[What the task requires]
Your task is to transcribe the data in full.

[Collected data]

********

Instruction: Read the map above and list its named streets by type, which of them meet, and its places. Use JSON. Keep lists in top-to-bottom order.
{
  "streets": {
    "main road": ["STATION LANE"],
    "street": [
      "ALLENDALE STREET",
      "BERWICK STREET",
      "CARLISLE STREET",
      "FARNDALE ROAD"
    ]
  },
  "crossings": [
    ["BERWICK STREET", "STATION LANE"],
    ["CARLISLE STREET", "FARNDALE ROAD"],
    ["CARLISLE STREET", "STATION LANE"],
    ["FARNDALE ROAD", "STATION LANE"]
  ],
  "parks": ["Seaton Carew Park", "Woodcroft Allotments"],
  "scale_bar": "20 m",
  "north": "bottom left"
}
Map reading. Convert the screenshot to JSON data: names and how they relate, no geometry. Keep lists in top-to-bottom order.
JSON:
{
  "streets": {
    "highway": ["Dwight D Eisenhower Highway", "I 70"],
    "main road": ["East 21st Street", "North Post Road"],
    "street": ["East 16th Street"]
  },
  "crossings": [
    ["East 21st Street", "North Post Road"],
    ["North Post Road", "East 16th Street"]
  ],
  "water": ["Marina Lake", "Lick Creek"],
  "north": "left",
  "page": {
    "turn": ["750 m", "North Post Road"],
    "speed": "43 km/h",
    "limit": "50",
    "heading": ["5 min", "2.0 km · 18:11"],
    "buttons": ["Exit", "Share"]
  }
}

********

[Solution to this task]
Instruction: Read the map above and list its named streets by type, which of them meet, and its places. Use JSON. Keep lists in top-to-bottom order.
{
  "streets": {
    "main road": ["STATION LANE"],
    "street": [
      "ALLENDALE STREET",
      "BERWICK STREET",
      "CARLISLE STREET",
      "FARNDALE ROAD"
    ]
  },
  "crossings": [
    ["BERWICK STREET", "STATION LANE"],
    ["CARLISLE STREET", "FARNDALE ROAD"],
    ["CARLISLE STREET", "STATION LANE"],
    ["FARNDALE ROAD", "STATION LANE"]
  ],
  "parks": ["Seaton Carew Park", "Woodcroft Allotments"],
  "scale_bar": "20 m",
  "north": "bottom left"
}
Map reading. Convert the screenshot to JSON data: names and how they relate, no geometry. Keep lists in top-to-bottom order.
JSON:
{
  "streets": {
    "highway": ["Dwight D Eisenhower Highway", "I 70"],
    "main road": ["East 21st Street", "North Post Road"],
    "street": ["East 16th Street"]
  },
  "crossings": [
    ["East 21st Street", "North Post Road"],
    ["North Post Road", "East 16th Street"]
  ],
  "water": ["Marina Lake", "Lick Creek"],
  "north": "left",
  "page": {
    "turn": ["750 m", "North Post Road"],
    "speed": "43 km/h",
    "limit": "50",
    "heading": ["5 min", "2.0 km · 18:11"],
    "buttons": ["Exit", "Share"]
  }
}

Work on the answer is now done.